On November 1, 2017, Debra Schwartz, President and CEO of Mission Federal Credit Union and NAFCU Board Vice Chair, testified before the House Financial Services Subcommittee on Financial Institutions and Consumer Credit at a hearing entitled "Data Security: Vulnerabilities and Opportunities for Improvement." In her testimony, Schwartz explained the impact recent data breaches have had on credit unions and steps Congress can take to hold other entities to similar standards as financial institutions.

On March 8, 2017, Chevron Federal Credit Union’s former President/CEO Jim Mooney testified before the House Small Business Committee at a hearing entitled "Small Business Cybersecurity: Federal Resources and Coordination." In his testimony, Jim called on Congress to introduce legislation similar to the Data Security Act of 2015 to create a national standard of data security that applies to all entities in the payments chain.

On April 22, 2015, NAFCU President and CEO B. Dan Berger testified before the House Small Business Committee during a hearing titled "Small Business, Big Threat: Protecting Small Businesses from Cyber Attacks." In his testimony, Berger detailed how credit unions have successfully minimized data breaches and why it's important that others do the same.

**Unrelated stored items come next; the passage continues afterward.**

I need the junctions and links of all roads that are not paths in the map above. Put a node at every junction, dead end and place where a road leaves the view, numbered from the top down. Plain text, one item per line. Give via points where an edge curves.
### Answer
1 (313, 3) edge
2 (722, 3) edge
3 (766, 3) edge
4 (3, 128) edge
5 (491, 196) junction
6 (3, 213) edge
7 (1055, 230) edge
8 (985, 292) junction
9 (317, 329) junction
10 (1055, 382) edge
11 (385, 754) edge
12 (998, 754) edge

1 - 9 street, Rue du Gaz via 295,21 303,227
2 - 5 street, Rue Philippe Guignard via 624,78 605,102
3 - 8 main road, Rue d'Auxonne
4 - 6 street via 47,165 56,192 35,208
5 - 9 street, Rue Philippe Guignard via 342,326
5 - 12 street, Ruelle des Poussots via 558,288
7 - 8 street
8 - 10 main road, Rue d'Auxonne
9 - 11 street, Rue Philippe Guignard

On May 14, 2015, the House Committee on Financial Services held a hearing entitled, "Protecting Consumers: Financial Data Security in the Age of Computer Hackers." Members of the committee discussed the pitfalls of the patchwork of state legislation addressing data security breaches and the comparative success of the Gramm-Leach-Bliley Act, which applies to credit unions and other financial institutions.  Several witnesses noted problems with conflicting state laws that require different information to be included in breach notifications, and which impose different timelines.  Another witness testified that Gramm-Leach-Bliley has worked for financial institutions and would work equally as well for other industries in the payments ecosystem because it is both scalable and flexible. 

On October 7, 2015, Jan Roche, President and CEO of State Department Federal Credit Union and NAFCU board member, testified before the House Small Business Committee at a hearing regarding the recent EMV transition entitled, "The EMV Deadline and What it Means for Small Businesses." Roche testified alongside representatives from Visa, ICBA, and the Electronic Transactions Association. Roche's testimony emphasized that the best way to protect the financial system against payments fraud is through a national data security standard and urged the committee to support H.R. 2205, the Data Security Act of 2015.

On December 9, 2015, the House Financial Services Committee approved H.R. 2205 in a 46-9 vote. The bill closely aligned with legislation introduced a few weeks prior by Sens. Tom Carper, D-Del., and Roy Blunt, R-Mo. – Data Security Act of 2015 (S. 961).